Fully Modulated
Fully Modulated is your backstage pass to the stories and signals that shaped radio, TV, and wireless communication. Join Tyler, a broadcast engineer, as he uncovers the wild moments, quirky legends, and technical breakthroughs that keep the world connected. From vintage radio hacks to the real drama behind today’s digital waves, each episode blends deep research, humor, and storytelling for anyone curious about how media magic happens. Independent, insightful, and made for every fan who loves a good broadcast mystery.
Fully Modulated
How FCC Spectrum Auctions Push Broadcasters Toward Internet-First Delivery
The ground under broadcast distribution is moving, and the question isn’t whether C-band was reliable—it’s how we keep that reliability as the FCC clears and auctions more of it. We dive into the real tradeoffs facing stations of every size, from small-market radio shops without diverse fiber routes to major TV groups juggling national feeds. Along the way, we unpack why C-band earned its reputation, where Ku-band helps and hurts, and how to design delivery paths that survive storms, backhoes, and the odd cloud hiccup without your audience ever noticing.

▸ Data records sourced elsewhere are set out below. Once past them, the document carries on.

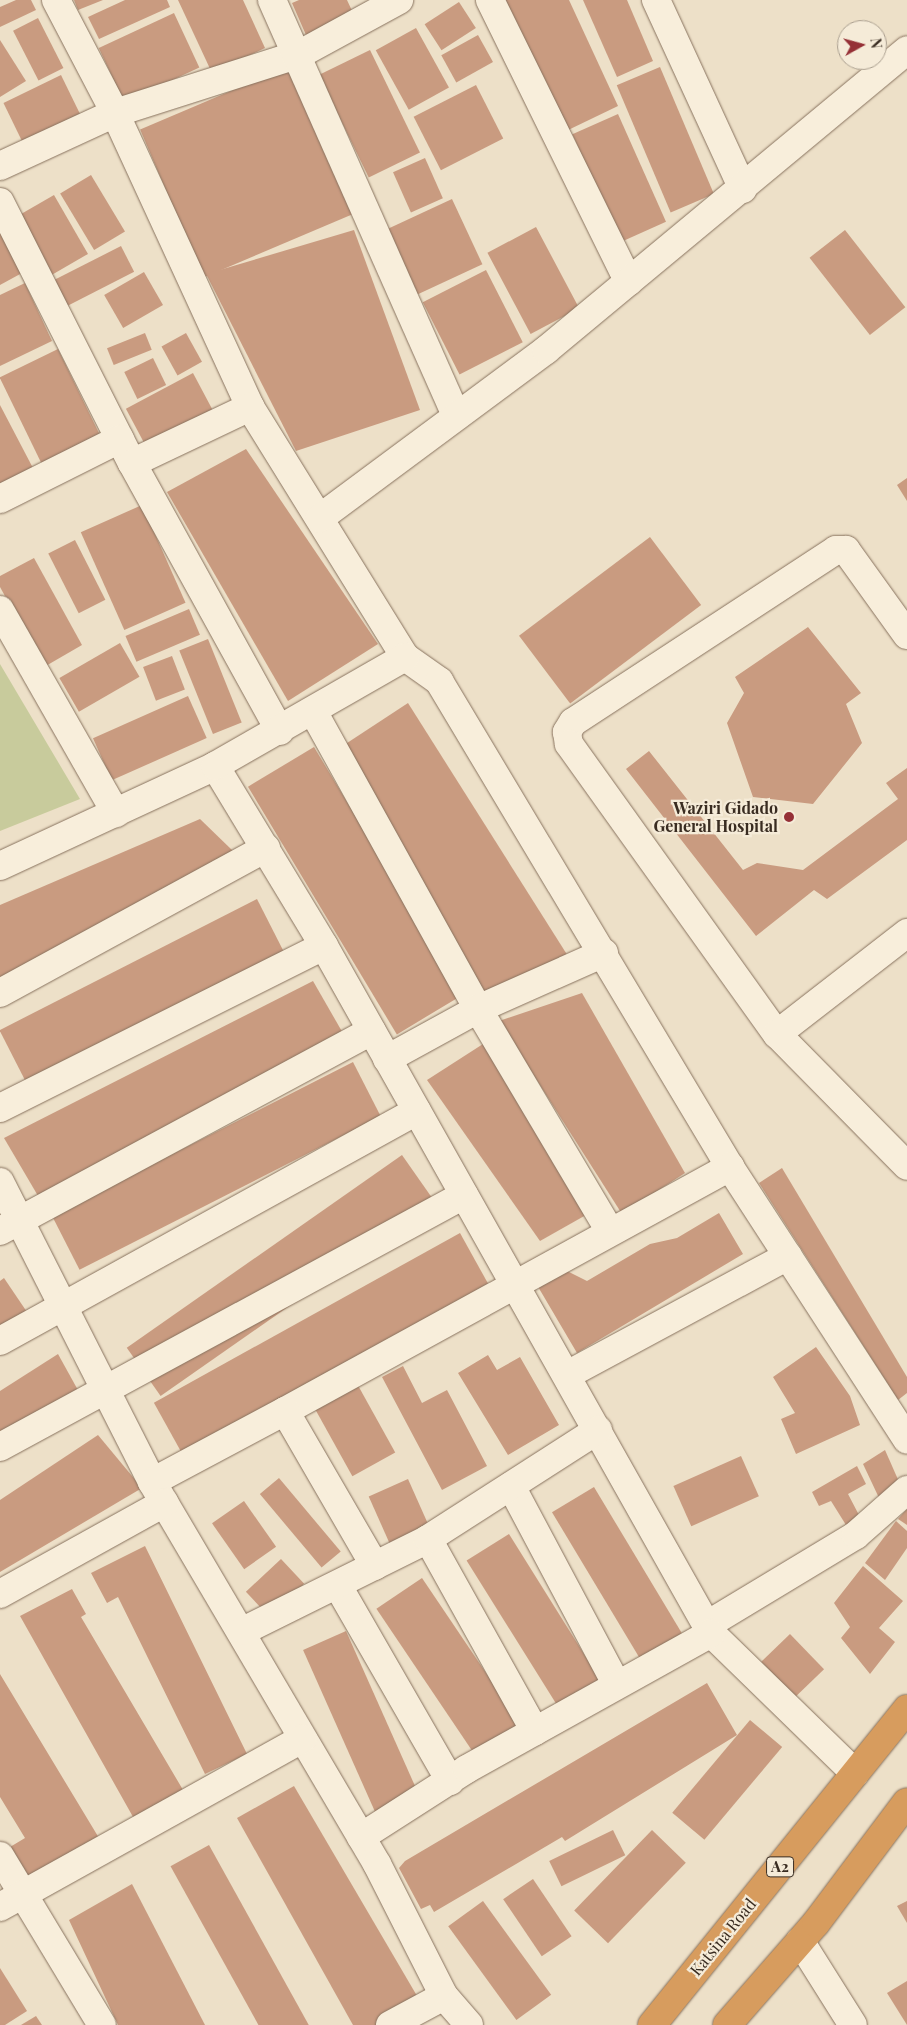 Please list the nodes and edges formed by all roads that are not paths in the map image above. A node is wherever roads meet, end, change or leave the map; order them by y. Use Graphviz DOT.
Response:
graph roads {
  1 [pos="56,0"];
  2 [pos="272,0"];
  3 [pos="399,0"];
  4 [pos="490,0"];
  5 [pos="656,0"];
  6 [pos="907,50"];
  7 [pos="300,54"];
  8 [pos="115,113"];
  9 [pos="0,166"];
  10 [pos="743,189"];
  11 [pos="0,202"];
  12 [pos="629,282"];
  13 [pos="250,407"];
  14 [pos="456,416"];
  15 [pos="120,439"];
  16 [pos="132,463"];
  17 [pos="0,499"];
  18 [pos="320,518"];
  19 [pos="0,610"];
  20 [pos="907,635"];
  21 [pos="405,657"];
  22 [pos="314,713"];
  23 [pos="280,732"];
  24 [pos="215,766"];
  25 [pos="116,814"];
  26 [pos="266,848"];
  27 [pos="0,866"];
  28 [pos="907,933"];
  29 [pos="324,946"];
  30 [pos="604,953"];
  31 [pos="0,993"];
  32 [pos="478,1009"];
  33 [pos="372,1030"];
  34 [pos="777,1034"];
  35 [pos="386,1059"];
  36 [pos="0,1108"];
  37 [pos="417,1111"];
  38 [pos="907,1166"];
  39 [pos="730,1167"];
  40 [pos="0,1182"];
  41 [pos="464,1195"];
  42 [pos="10,1225"];
  43 [pos="610,1230"];
  44 [pos="788,1256"];
  45 [pos="517,1284"];
  46 [pos="61,1306"];
  47 [pos="0,1341"];
  48 [pos="567,1375"];
  49 [pos="102,1390"];
  50 [pos="285,1411"];
  51 [pos="598,1430"];
  52 [pos="907,1440"];
  53 [pos="0,1447"];
  54 [pos="510,1486"];
  55 [pos="907,1490"];
  56 [pos="158,1493"];
  57 [pos="428,1539"];
  58 [pos="375,1566"];
  59 [pos="338,1586"];
  60 [pos="0,1594"];
  61 [pos="709,1629"];
  62 [pos="243,1631"];
  63 [pos="617,1685"];
  64 [pos="907,1709"];
  65 [pos="535,1731"];
  66 [pos="302,1738"];
  67 [pos="855,1773"];
  68 [pos="450,1781"];
  69 [pos="907,1802"];
  70 [pos="361,1837"];
  71 [pos="0,1856"];
  72 [pos="12,1900"];
  73 [pos="800,1941"];
  74 [pos="444,1996"];
  75 [pos="102,2025"];
  76 [pos="390,2025"];
  77 [pos="468,2025"];
  78 [pos="652,2025"];
  79 [pos="727,2025"];
  80 [pos="853,2025"];
  1 -- 8 [label="street"];
  2 -- 7 [label="street"];
  3 -- 7 [label="street"];
  4 -- 12 [label="street"];
  5 -- 10 [label="street"];
  6 -- 10 [label="street"];
  7 -- 8 [label="street"];
  7 -- 14 [label="street"];
  8 -- 9 [label="street"];
  8 -- 13 [label="street"];
  10 -- 12 [label="street"];
  11 -- 15 [label="street"];
  12 -- 14 [label="street"];
  13 -- 16 [label="street"];
  13 -- 18 [label="street"];
  14 -- 18 [label="street"];
  15 -- 16 [label="street"];
  15 -- 17 [label="street"];
  16 -- 23 [label="street"];
  18 -- 21 [label="street"];
  19 -- 25 [label="street"];
  20 -- 34 [label="street"];
  21 -- 22 [label="street"];
  21 -- 30 [label="street"];
  22 -- 23 [label="street"];
  22 -- 32 [label="street"];
  23 -- 24 [label="street"];
  24 -- 25 [label="street"];
  24 -- 26 [label="street"];
  25 -- 27 [label="street"];
  26 -- 29 [label="street"];
  26 -- 31 [label="street"];
  28 -- 34 [label="street"];
  29 -- 33 [label="street"];
  29 -- 36 [label="street"];
  30 -- 32 [label="street"];
  30 -- 39 [label="street"];
  32 -- 35 [label="street"];
  32 -- 43 [label="street"];
  33 -- 35 [label="street"];
  33 -- 42 [label="street"];
  34 -- 38 [label="street"];
  35 -- 37 [label="street"];
  37 -- 41 [label="street"];
  37 -- 46 [label="street"];
  39 -- 43 [label="street"];
  39 -- 44 [label="street"];
  40 -- 42 [label="street"];
  41 -- 45 [label="street"];
  41 -- 49 [label="street"];
  42 -- 46 [label="street"];
  43 -- 45 [label="street"];
  44 -- 48 [label="street"];
  44 -- 52 [label="street"];
  45 -- 48 [label="street"];
  45 -- 50 [label="street"];
  46 -- 47 [label="street"];
  46 -- 49 [label="street"];
  48 -- 51 [label="street"];
  49 -- 53 [label="street"];
  49 -- 56 [label="street"];
  50 -- 56 [label="street"];
  50 -- 58 [label="street"];
  51 -- 54 [label="street"];
  51 -- 61 [label="street"];
  54 -- 57 [label="street"];
  54 -- 63 [label="street"];
  55 -- 61 [label="street"];
  56 -- 60 [label="street"];
  56 -- 62 [label="street"];
  57 -- 58 [label="street"];
  57 -- 65 [label="street"];
  58 -- 59 [label="street"];
  59 -- 62 [label="street"];
  59 -- 68 [label="street"];
  61 -- 63 [label="street"];
  61 -- 67 [label="street"];
  62 -- 66 [label="street"];
  63 -- 65 [label="street"];
  64 -- 67 [label="highway, Katsina Road / A2"];
  65 -- 68 [label="street"];
  66 -- 70 [label="street"];
  66 -- 72 [label="street"];
  67 -- 78 [label="highway, Katsina Road / A2"];
  68 -- 70 [label="street"];
  69 -- 73 [label="highway"];
  70 -- 74 [label="street"];
  71 -- 72 [label="street"];
  72 -- 75 [label="street"];
  73 -- 79 [label="highway"];
  73 -- 80 [label="street"];
  74 -- 76 [label="street"];
  74 -- 77 [label="street"];
}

From leased analog lines to microwave relays to satellite and now IP, the throughline is simple: everything breaks, so redundancy wins. I walk through practical, field-tested ways to build layered resilience: pair primary fiber with Starlink and a 5G router, bond multiple ISPs, and use protocols like SRT and RIST for secure, resilient transport. We get specific about automated failover, health monitoring, active testing during off-hours, and the runbooks that turn chaos into a two-second blip. If you’ve been skeptical of the public internet for mission-critical delivery, it’s time to revisit the data—today’s multi-path IP can match or beat satellite uptime when designed with path diversity and smart routing.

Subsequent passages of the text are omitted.